### Work instruction
Copy out the listing beneath, missing nothing.

The data section start

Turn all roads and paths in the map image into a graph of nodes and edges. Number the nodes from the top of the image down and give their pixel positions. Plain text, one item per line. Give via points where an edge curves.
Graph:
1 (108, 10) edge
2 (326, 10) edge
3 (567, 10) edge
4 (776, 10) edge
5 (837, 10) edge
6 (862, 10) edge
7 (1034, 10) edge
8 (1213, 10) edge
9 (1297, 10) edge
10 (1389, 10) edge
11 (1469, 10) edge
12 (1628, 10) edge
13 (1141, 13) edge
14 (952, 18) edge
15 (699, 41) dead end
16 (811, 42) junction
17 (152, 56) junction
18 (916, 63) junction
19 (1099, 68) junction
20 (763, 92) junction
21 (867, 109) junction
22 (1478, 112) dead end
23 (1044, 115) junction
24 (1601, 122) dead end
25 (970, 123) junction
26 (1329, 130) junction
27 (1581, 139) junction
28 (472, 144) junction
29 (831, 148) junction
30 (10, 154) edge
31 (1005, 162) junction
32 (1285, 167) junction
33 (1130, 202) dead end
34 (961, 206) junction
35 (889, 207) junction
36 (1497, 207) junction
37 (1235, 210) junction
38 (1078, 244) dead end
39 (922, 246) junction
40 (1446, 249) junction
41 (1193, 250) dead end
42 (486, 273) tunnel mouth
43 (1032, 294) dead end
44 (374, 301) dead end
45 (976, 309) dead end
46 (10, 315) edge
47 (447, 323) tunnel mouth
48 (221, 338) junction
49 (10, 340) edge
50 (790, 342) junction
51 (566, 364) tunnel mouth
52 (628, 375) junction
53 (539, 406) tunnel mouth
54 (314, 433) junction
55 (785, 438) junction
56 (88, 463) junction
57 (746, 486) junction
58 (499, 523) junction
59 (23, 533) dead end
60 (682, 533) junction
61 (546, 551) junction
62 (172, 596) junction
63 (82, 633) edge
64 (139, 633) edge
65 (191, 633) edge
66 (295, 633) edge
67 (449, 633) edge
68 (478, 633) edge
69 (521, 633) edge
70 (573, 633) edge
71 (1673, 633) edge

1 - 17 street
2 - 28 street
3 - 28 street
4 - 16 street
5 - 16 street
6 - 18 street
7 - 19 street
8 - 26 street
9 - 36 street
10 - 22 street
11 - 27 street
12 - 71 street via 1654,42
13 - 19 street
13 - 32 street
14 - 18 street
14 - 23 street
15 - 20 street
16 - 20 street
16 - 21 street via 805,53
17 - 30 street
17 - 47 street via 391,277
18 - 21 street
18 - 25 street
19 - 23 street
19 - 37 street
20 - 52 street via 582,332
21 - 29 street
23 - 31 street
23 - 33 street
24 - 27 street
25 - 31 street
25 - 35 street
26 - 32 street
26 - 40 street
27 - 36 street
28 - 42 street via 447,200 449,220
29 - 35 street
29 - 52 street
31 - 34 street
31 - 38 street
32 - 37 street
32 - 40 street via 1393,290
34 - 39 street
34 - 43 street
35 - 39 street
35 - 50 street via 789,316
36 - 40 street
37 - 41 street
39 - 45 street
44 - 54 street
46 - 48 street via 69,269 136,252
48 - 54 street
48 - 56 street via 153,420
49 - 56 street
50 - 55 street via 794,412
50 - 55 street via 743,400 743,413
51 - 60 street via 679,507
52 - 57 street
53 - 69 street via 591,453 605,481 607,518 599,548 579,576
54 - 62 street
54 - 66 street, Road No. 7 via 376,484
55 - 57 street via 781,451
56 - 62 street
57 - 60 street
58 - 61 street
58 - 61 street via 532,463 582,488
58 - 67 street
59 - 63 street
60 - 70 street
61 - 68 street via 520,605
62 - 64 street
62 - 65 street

The data section end

### Result
Turn all roads and paths in the map image into a graph of nodes and edges. Number the nodes from the top of the image down and give their pixel positions. Plain text, one item per line. Give via points where an edge curves.
Graph:
1 (108, 10) edge
2 (326, 10) edge
3 (567, 10) edge
4 (776, 10) edge
5 (837, 10) edge
6 (862, 10) edge
7 (1034, 10) edge
8 (1213, 10) edge
9 (1297, 10) edge
10 (1389, 10) edge
11 (1469, 10) edge
12 (1628, 10) edge
13 (1141, 13) edge
14 (952, 18) edge
15 (699, 41) dead end
16 (811, 42) junction
17 (152, 56) junction
18 (916, 63) junction
19 (1099, 68) junction
20 (763, 92) junction
21 (867, 109) junction
22 (1478, 112) dead end
23 (1044, 115) junction
24 (1601, 122) dead end
25 (970, 123) junction
26 (1329, 130) junction
27 (1581, 139) junction
28 (472, 144) junction
29 (831, 148) junction
30 (10, 154) edge
31 (1005, 162) junction
32 (1285, 167) junction
33 (1130, 202) dead end
34 (961, 206) junction
35 (889, 207) junction
36 (1497, 207) junction
37 (1235, 210) junction
38 (1078, 244) dead end
39 (922, 246) junction
40 (1446, 249) junction
41 (1193, 250) dead end
42 (486, 273) tunnel mouth
43 (1032, 294) dead end
44 (374, 301) dead end
45 (976, 309) dead end
46 (10, 315) edge
47 (447, 323) tunnel mouth
48 (221, 338) junction
49 (10, 340) edge
50 (790, 342) junction
51 (566, 364) tunnel mouth
52 (628, 375) junction
53 (539, 406) tunnel mouth
54 (314, 433) junction
55 (785, 438) junction
56 (88, 463) junction
57 (746, 486) junction
58 (499, 523) junction
59 (23, 533) dead end
60 (682, 533) junction
61 (546, 551) junction
62 (172, 596) junction
63 (82, 633) edge
64 (139, 633) edge
65 (191, 633) edge
66 (295, 633) edge
67 (449, 633) edge
68 (478, 633) edge
69 (521, 633) edge
70 (573, 633) edge
71 (1673, 633) edge

1 - 17 street
2 - 28 street
3 - 28 street
4 - 16 street
5 - 16 street
6 - 18 street
7 - 19 street
8 - 26 street
9 - 36 street
10 - 22 street
11 - 27 street
12 - 71 street via 1654,42
13 - 19 street
13 - 32 street
14 - 18 street
14 - 23 street
15 - 20 street
16 - 20 street
16 - 21 street via 805,53
17 - 30 street
17 - 47 street via 391,277
18 - 21 street
18 - 25 street
19 - 23 street
19 - 37 street
20 - 52 street via 582,332
21 - 29 street
23 - 31 street
23 - 33 street
24 - 27 street
25 - 31 street
25 - 35 street
26 - 32 street
26 - 40 street
27 - 36 street
28 - 42 street via 447,200 449,220
29 - 35 street
29 - 52 street
31 - 34 street
31 - 38 street
32 - 37 street
32 - 40 street via 1393,290
34 - 39 street
34 - 43 street
35 - 39 street
35 - 50 street via 789,316
36 - 40 street
37 - 41 street
39 - 45 street
44 - 54 street
46 - 48 street via 69,269 136,252
48 - 54 street
48 - 56 street via 153,420
49 - 56 street
50 - 55 street via 794,412
50 - 55 street via 743,400 743,413
51 - 60 street via 679,507
52 - 57 street
53 - 69 street via 591,453 605,481 607,518 599,548 579,576
54 - 62 street
54 - 66 street, Road No. 7 via 376,484
55 - 57 street via 781,451
56 - 62 street
57 - 60 street
58 - 61 street
58 - 61 street via 532,463 582,488
58 - 67 street
59 - 63 street
60 - 70 street
61 - 68 street via 520,605
62 - 64 street
62 - 65 street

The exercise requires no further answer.